[Start of section]

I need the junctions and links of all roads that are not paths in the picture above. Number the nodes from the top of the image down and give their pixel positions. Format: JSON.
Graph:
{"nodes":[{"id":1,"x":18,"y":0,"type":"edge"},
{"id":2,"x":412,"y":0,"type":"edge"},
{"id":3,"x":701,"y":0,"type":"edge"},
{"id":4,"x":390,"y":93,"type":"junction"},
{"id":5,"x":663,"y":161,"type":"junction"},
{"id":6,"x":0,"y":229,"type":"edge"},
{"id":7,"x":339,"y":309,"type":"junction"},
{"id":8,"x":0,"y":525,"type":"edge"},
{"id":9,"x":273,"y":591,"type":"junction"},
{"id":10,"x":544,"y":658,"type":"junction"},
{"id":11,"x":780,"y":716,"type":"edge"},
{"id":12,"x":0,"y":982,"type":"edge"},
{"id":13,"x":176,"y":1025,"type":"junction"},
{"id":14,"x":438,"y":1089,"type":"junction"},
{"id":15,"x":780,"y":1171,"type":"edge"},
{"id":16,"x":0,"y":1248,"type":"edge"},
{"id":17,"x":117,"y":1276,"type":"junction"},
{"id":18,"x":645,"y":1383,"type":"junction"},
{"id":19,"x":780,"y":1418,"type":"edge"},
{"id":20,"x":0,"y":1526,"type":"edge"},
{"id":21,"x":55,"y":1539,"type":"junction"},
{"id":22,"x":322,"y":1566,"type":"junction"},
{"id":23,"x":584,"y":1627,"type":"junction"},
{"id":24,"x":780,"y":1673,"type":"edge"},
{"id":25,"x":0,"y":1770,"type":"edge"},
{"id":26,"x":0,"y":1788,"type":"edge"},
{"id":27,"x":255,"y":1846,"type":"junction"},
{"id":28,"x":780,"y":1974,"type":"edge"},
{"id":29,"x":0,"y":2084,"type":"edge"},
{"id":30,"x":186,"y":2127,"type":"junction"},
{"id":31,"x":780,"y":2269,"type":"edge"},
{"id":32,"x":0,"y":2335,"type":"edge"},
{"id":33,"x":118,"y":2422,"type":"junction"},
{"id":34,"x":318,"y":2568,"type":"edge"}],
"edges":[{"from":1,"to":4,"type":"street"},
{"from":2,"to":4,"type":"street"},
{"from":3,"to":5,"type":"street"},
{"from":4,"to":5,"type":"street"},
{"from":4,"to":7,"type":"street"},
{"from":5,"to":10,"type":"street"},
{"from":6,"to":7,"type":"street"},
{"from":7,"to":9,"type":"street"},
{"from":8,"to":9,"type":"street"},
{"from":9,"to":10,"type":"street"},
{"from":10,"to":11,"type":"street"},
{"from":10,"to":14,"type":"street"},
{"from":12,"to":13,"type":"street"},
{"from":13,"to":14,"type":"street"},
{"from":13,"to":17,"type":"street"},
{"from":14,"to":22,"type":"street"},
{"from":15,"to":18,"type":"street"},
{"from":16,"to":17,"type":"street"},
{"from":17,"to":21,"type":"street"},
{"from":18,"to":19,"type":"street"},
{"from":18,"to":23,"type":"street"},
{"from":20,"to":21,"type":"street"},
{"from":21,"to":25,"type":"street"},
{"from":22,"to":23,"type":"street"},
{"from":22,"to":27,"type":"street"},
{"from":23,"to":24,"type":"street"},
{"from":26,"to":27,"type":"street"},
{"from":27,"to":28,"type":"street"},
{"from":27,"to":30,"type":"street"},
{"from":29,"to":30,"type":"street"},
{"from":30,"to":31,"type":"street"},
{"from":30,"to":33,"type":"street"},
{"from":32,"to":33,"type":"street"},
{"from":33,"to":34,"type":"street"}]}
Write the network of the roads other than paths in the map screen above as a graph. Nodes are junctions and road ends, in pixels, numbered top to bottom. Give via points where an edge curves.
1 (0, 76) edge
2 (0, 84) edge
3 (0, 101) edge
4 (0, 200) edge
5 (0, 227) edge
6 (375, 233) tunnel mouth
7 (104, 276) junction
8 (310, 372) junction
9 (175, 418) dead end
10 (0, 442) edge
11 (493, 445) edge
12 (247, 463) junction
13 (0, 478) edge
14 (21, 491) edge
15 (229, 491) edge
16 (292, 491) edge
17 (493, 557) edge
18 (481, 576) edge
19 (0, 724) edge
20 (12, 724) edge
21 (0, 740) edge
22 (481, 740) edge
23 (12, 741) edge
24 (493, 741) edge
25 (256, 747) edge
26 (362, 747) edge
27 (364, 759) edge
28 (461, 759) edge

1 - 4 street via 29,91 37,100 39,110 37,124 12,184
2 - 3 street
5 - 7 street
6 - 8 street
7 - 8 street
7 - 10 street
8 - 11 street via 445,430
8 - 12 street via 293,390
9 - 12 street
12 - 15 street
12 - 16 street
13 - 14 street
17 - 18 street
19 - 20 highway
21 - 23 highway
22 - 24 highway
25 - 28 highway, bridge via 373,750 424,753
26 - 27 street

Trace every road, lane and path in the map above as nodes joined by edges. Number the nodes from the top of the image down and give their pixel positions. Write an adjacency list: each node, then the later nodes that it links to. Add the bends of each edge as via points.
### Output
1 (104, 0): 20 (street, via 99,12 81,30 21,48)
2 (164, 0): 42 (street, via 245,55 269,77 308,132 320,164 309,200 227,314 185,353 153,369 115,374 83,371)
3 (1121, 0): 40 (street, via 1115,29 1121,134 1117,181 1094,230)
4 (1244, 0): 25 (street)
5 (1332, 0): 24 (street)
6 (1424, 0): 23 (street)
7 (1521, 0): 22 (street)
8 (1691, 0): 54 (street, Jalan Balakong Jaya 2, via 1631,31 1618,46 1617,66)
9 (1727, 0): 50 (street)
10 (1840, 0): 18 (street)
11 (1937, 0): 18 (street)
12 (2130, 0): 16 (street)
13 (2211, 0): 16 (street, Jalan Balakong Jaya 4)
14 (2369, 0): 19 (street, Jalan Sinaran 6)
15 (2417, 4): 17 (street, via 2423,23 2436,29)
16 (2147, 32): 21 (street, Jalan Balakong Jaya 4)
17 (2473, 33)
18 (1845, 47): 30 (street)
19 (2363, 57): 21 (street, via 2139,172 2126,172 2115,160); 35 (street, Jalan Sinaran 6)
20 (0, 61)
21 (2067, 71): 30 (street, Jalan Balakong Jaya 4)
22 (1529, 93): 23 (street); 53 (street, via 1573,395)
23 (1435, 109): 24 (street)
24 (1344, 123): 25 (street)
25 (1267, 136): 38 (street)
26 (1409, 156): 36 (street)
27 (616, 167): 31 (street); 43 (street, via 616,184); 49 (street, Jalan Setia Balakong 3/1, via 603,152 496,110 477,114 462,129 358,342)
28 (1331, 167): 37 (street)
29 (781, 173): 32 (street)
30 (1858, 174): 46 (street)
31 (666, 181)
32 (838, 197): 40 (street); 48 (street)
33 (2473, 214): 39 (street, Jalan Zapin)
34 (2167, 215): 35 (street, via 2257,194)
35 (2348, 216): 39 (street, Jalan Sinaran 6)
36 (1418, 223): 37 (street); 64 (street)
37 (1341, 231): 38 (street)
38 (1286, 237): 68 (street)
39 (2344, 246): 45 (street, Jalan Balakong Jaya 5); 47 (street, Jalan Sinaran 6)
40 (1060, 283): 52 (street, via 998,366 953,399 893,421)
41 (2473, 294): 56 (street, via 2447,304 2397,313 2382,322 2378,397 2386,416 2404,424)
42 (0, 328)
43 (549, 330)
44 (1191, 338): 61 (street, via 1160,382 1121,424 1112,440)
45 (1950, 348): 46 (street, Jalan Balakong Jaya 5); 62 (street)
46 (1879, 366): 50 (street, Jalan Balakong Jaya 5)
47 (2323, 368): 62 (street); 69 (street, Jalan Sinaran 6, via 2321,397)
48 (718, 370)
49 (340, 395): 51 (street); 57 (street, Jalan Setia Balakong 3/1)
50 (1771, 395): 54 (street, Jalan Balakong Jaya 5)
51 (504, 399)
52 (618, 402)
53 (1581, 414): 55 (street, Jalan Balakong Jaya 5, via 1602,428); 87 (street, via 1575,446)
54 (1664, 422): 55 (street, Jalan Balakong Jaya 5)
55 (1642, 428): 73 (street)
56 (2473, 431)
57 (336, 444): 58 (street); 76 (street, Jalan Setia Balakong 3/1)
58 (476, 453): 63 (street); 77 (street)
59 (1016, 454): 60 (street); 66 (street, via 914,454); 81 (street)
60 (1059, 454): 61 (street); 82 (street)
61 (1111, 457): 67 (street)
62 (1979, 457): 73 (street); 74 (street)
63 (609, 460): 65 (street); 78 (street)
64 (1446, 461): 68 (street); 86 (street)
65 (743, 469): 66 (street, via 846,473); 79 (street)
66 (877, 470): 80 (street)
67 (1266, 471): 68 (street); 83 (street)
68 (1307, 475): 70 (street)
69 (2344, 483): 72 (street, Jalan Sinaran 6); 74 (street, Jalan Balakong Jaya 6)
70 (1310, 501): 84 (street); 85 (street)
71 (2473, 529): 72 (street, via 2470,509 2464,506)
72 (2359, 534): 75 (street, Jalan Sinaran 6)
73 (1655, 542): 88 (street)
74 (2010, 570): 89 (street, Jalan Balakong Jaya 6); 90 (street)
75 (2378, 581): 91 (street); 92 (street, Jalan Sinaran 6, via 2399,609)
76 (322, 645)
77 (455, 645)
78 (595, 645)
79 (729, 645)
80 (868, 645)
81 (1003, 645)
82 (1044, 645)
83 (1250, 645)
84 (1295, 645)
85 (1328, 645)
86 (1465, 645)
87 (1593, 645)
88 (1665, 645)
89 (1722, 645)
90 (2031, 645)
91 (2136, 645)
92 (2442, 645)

[End of section]

**Activity**
Only the count, no other text: how many lines in the listing above hold "positions"?

**Exercise response**
2